__Problem to solve__: All the lines below need to be output exactly, apart from any images.

__Listed records__:
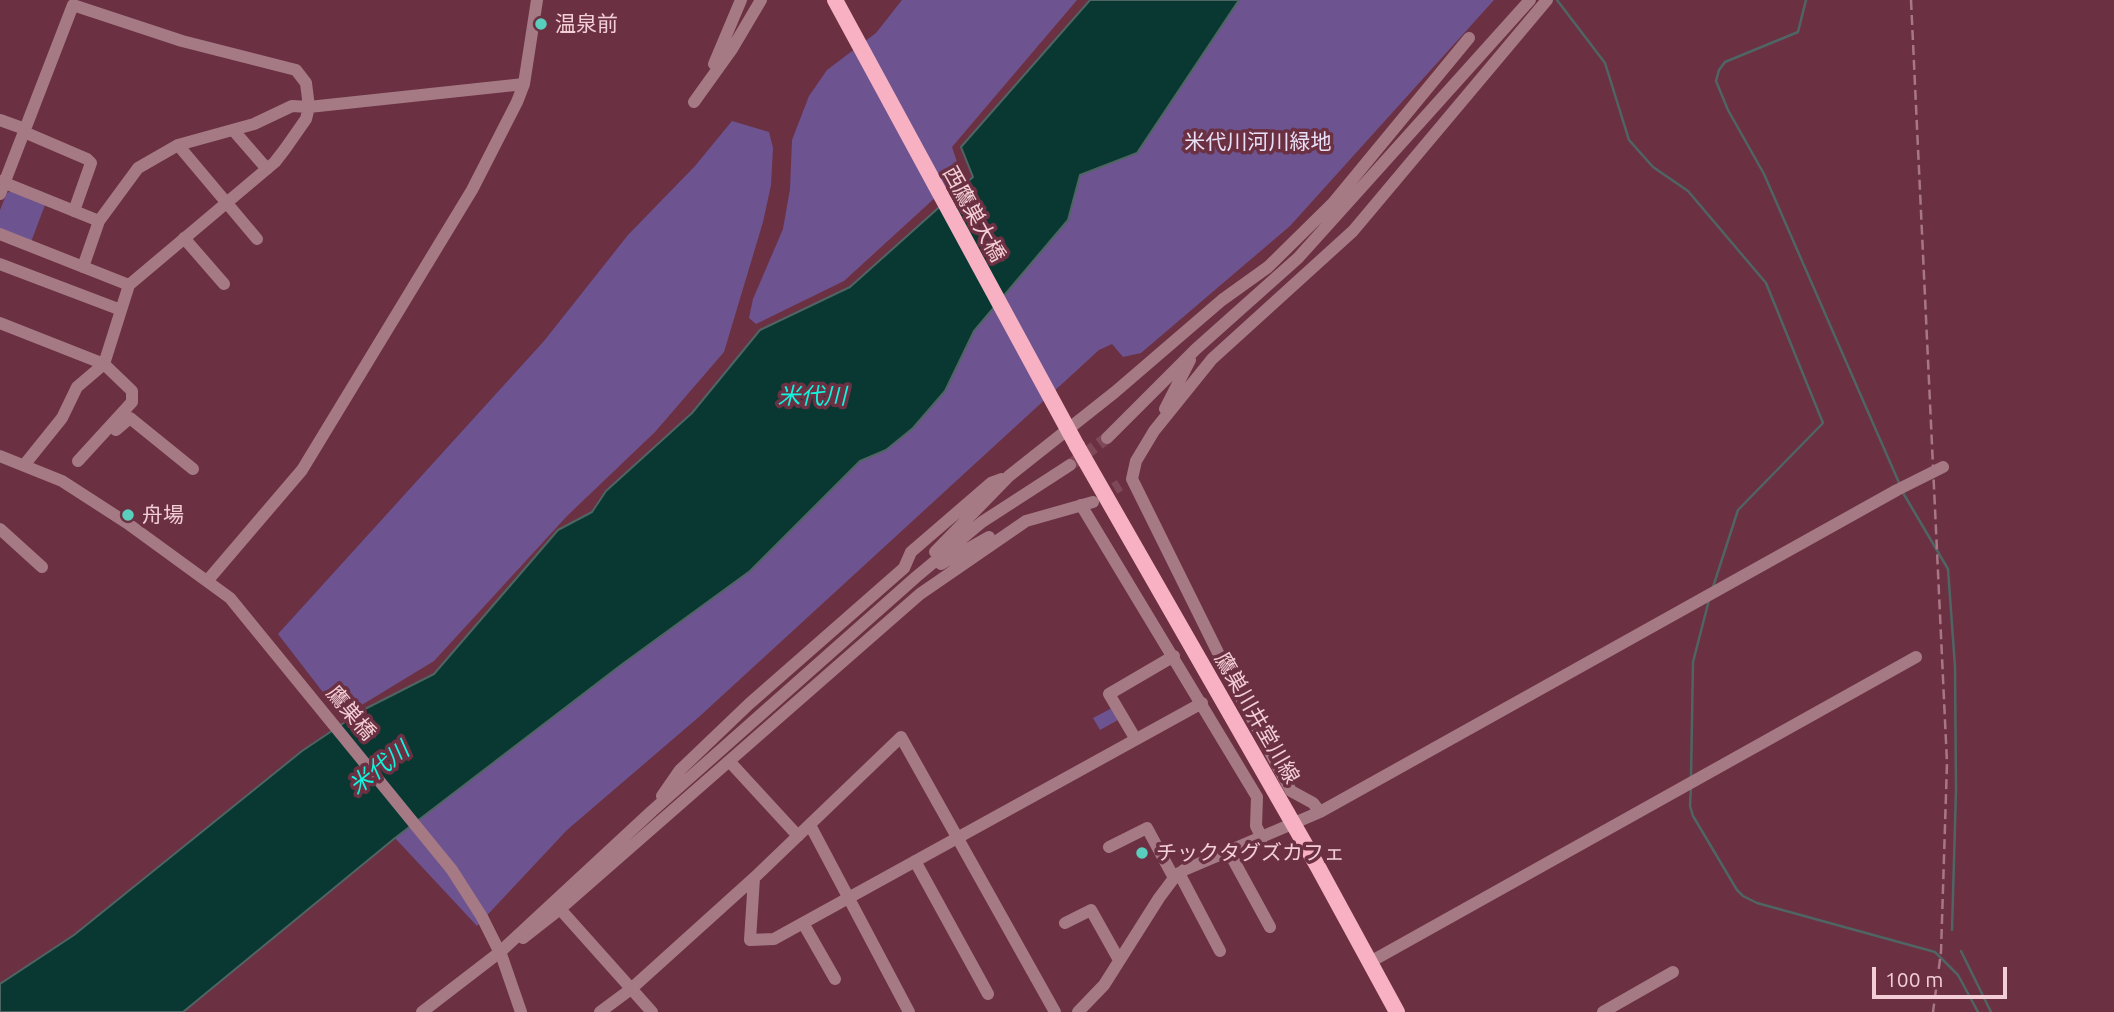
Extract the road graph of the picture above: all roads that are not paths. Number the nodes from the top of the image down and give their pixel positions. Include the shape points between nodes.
1 (537, 0) edge
2 (741, 0) edge
3 (761, 0) edge
4 (835, 0) edge
5 (1530, 0) edge
6 (1547, 0) edge
7 (1469, 38) dead end
8 (524, 84) junction
9 (309, 107) junction
10 (0, 120) edge
11 (24, 130) junction
12 (234, 131) junction
13 (178, 145) junction
14 (267, 169) junction
15 (1, 186) edge
16 (226, 204) junction
17 (74, 211) junction
18 (99, 221) junction
19 (0, 234) edge
20 (184, 238) junction
21 (257, 239) dead end
22 (0, 264) edge
23 (83, 267) junction
24 (224, 284) dead end
25 (130, 285) junction
26 (121, 310) junction
27 (0, 323) edge
28 (1196, 349) junction
29 (104, 364) junction
30 (1154, 431) junction
31 (1107, 438) tunnel mouth
32 (1077, 446) joint
33 (0, 456) edge
34 (78, 461) junction
35 (25, 464) junction
36 (1070, 465) tunnel mouth
37 (1943, 467) dead end
38 (193, 469) dead end
39 (1009, 476) junction
40 (62, 481) junction
41 (1026, 521) junction
42 (0, 529) edge
43 (41, 567) dead end
44 (916, 578) junction
45 (208, 580) junction
46 (1174, 656) junction
47 (1916, 657) dead end
48 (1202, 703) junction
49 (1135, 738) junction
50 (729, 761) junction
51 (652, 811) junction
52 (1320, 812) junction
53 (810, 825) junction
54 (1294, 825) junction
55 (798, 836) junction
56 (1262, 838) junction
57 (958, 839) junction
58 (1109, 847) dead end
59 (1229, 852) junction
60 (915, 862) junction
61 (1177, 876) junction
62 (754, 878) junction
63 (848, 898) junction
64 (561, 909) junction
65 (803, 923) junction
66 (1065, 923) dead end
67 (1270, 927) dead end
68 (499, 951) junction
69 (1220, 951) dead end
70 (1119, 960) junction
71 (1370, 962) junction
72 (1674, 972) dead end
73 (835, 979) dead end
74 (631, 989) junction
75 (988, 994) dead end
76 (422, 1012) edge
77 (521, 1012) edge
78 (600, 1012) edge
79 (652, 1012) edge
80 (909, 1012) edge
81 (1055, 1012) edge
82 (1078, 1012) edge
83 (1397, 1012) edge
84 (1603, 1012) edge

1 - 8 street
2 - 3 street via 694,102
4 - 32 main road, 西鷹巣大橋, bridge
5 - 28 street via 1341,214
6 - 30 street via 1362,221 1223,346
7 - 39 street via 1333,203 1268,267 1222,299
8 - 9 street
8 - 45 street via 472,190 347,400 302,470
9 - 11 street via 306,83 296,70 182,41 73,5
9 - 12 street via 292,106
9 - 14 street via 306,119
10 - 11 street
11 - 15 street
11 - 17 street via 91,163
12 - 13 street
12 - 14 street
13 - 16 street
13 - 18 street via 138,168
14 - 16 street
15 - 17 street
16 - 20 street
16 - 21 street
17 - 18 street
18 - 23 street
19 - 23 street
20 - 24 street
20 - 25 street
22 - 26 street
23 - 25 street
25 - 26 street
26 - 29 street
27 - 29 street
28 - 30 street
28 - 31 street
29 - 34 street via 132,391 132,402
29 - 35 street via 77,387 61,418
30 - 52 street via 1126,482 1291,791
32 - 54 main road, 鷹巣川井堂川線
33 - 35 street, 鷹巣橋
34 - 38 street via 130,418
34 - 40 street
35 - 40 street, 鷹巣橋
36 - 44 street via 982,522
37 - 52 street
39 - 44 street
39 - 51 street via 991,483 911,552 904,568 680,770
40 - 45 street, 鷹巣橋
41 - 44 street
41 - 46 street via 1087,503
41 - 50 street via 920,594
42 - 43 street
44 - 51 street
45 - 68 street, 鷹巣橋 via 244,613 452,870
46 - 48 street
46 - 49 street via 1109,694
47 - 71 street
48 - 49 street
48 - 56 street via 1257,797 1256,825
49 - 57 street
50 - 55 street
50 - 64 street
51 - 68 street
52 - 54 street
53 - 55 street
53 - 57 street via 901,737
53 - 63 street
54 - 56 street
54 - 71 main road, 鷹巣川井堂川線
55 - 62 street
56 - 59 street
57 - 60 street
57 - 81 street
58 - 61 street via 1147,828
59 - 61 street
59 - 67 street
60 - 63 street
60 - 75 street
61 - 69 street
61 - 70 street
62 - 65 street via 750,940 774,939
62 - 74 street
63 - 65 street
63 - 80 street
64 - 68 street
64 - 74 street
65 - 73 street
66 - 70 street via 1091,910
68 - 76 street
68 - 77 street, 鷹巣橋
70 - 82 street via 1104,985
71 - 83 main road, 鷹巣川井堂川線
72 - 84 street
74 - 78 street
74 - 79 street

__Output for this exercise__:
Extract the road graph of the picture above: all roads that are not paths. Number the nodes from the top of the image down and give their pixel positions. Include the shape points between nodes.
1 (537, 0) edge
2 (741, 0) edge
3 (761, 0) edge
4 (835, 0) edge
5 (1530, 0) edge
6 (1547, 0) edge
7 (1469, 38) dead end
8 (524, 84) junction
9 (309, 107) junction
10 (0, 120) edge
11 (24, 130) junction
12 (234, 131) junction
13 (178, 145) junction
14 (267, 169) junction
15 (1, 186) edge
16 (226, 204) junction
17 (74, 211) junction
18 (99, 221) junction
19 (0, 234) edge
20 (184, 238) junction
21 (257, 239) dead end
22 (0, 264) edge
23 (83, 267) junction
24 (224, 284) dead end
25 (130, 285) junction
26 (121, 310) junction
27 (0, 323) edge
28 (1196, 349) junction
29 (104, 364) junction
30 (1154, 431) junction
31 (1107, 438) tunnel mouth
32 (1077, 446) joint
33 (0, 456) edge
34 (78, 461) junction
35 (25, 464) junction
36 (1070, 465) tunnel mouth
37 (1943, 467) dead end
38 (193, 469) dead end
39 (1009, 476) junction
40 (62, 481) junction
41 (1026, 521) junction
42 (0, 529) edge
43 (41, 567) dead end
44 (916, 578) junction
45 (208, 580) junction
46 (1174, 656) junction
47 (1916, 657) dead end
48 (1202, 703) junction
49 (1135, 738) junction
50 (729, 761) junction
51 (652, 811) junction
52 (1320, 812) junction
53 (810, 825) junction
54 (1294, 825) junction
55 (798, 836) junction
56 (1262, 838) junction
57 (958, 839) junction
58 (1109, 847) dead end
59 (1229, 852) junction
60 (915, 862) junction
61 (1177, 876) junction
62 (754, 878) junction
63 (848, 898) junction
64 (561, 909) junction
65 (803, 923) junction
66 (1065, 923) dead end
67 (1270, 927) dead end
68 (499, 951) junction
69 (1220, 951) dead end
70 (1119, 960) junction
71 (1370, 962) junction
72 (1674, 972) dead end
73 (835, 979) dead end
74 (631, 989) junction
75 (988, 994) dead end
76 (422, 1012) edge
77 (521, 1012) edge
78 (600, 1012) edge
79 (652, 1012) edge
80 (909, 1012) edge
81 (1055, 1012) edge
82 (1078, 1012) edge
83 (1397, 1012) edge
84 (1603, 1012) edge

1 - 8 street
2 - 3 street via 694,102
4 - 32 main road, 西鷹巣大橋, bridge
5 - 28 street via 1341,214
6 - 30 street via 1362,221 1223,346
7 - 39 street via 1333,203 1268,267 1222,299
8 - 9 street
8 - 45 street via 472,190 347,400 302,470
9 - 11 street via 306,83 296,70 182,41 73,5
9 - 12 street via 292,106
9 - 14 street via 306,119
10 - 11 street
11 - 15 street
11 - 17 street via 91,163
12 - 13 street
12 - 14 street
13 - 16 street
13 - 18 street via 138,168
14 - 16 street
15 - 17 street
16 - 20 street
16 - 21 street
17 - 18 street
18 - 23 street
19 - 23 street
20 - 24 street
20 - 25 street
22 - 26 street
23 - 25 street
25 - 26 street
26 - 29 street
27 - 29 street
28 - 30 street
28 - 31 street
29 - 34 street via 132,391 132,402
29 - 35 street via 77,387 61,418
30 - 52 street via 1126,482 1291,791
32 - 54 main road, 鷹巣川井堂川線
33 - 35 street, 鷹巣橋
34 - 38 street via 130,418
34 - 40 street
35 - 40 street, 鷹巣橋
36 - 44 street via 982,522
37 - 52 street
39 - 44 street
39 - 51 street via 991,483 911,552 904,568 680,770
40 - 45 street, 鷹巣橋
41 - 44 street
41 - 46 street via 1087,503
41 - 50 street via 920,594
42 - 43 street
44 - 51 street
45 - 68 street, 鷹巣橋 via 244,613 452,870
46 - 48 street
46 - 49 street via 1109,694
47 - 71 street
48 - 49 street
48 - 56 street via 1257,797 1256,825
49 - 57 street
50 - 55 street
50 - 64 street
51 - 68 street
52 - 54 street
53 - 55 street
53 - 57 street via 901,737
53 - 63 street
54 - 56 street
54 - 71 main road, 鷹巣川井堂川線
55 - 62 street
56 - 59 street
57 - 60 street
57 - 81 street
58 - 61 street via 1147,828
59 - 61 street
59 - 67 street
60 - 63 street
60 - 75 street
61 - 69 street
61 - 70 street
62 - 65 street via 750,940 774,939
62 - 74 street
63 - 65 street
63 - 80 street
64 - 68 street
64 - 74 street
65 - 73 street
66 - 70 street via 1091,910
68 - 76 street
68 - 77 street, 鷹巣橋
70 - 82 street via 1104,985
71 - 83 main road, 鷹巣川井堂川線
72 - 84 street
74 - 78 street
74 - 79 street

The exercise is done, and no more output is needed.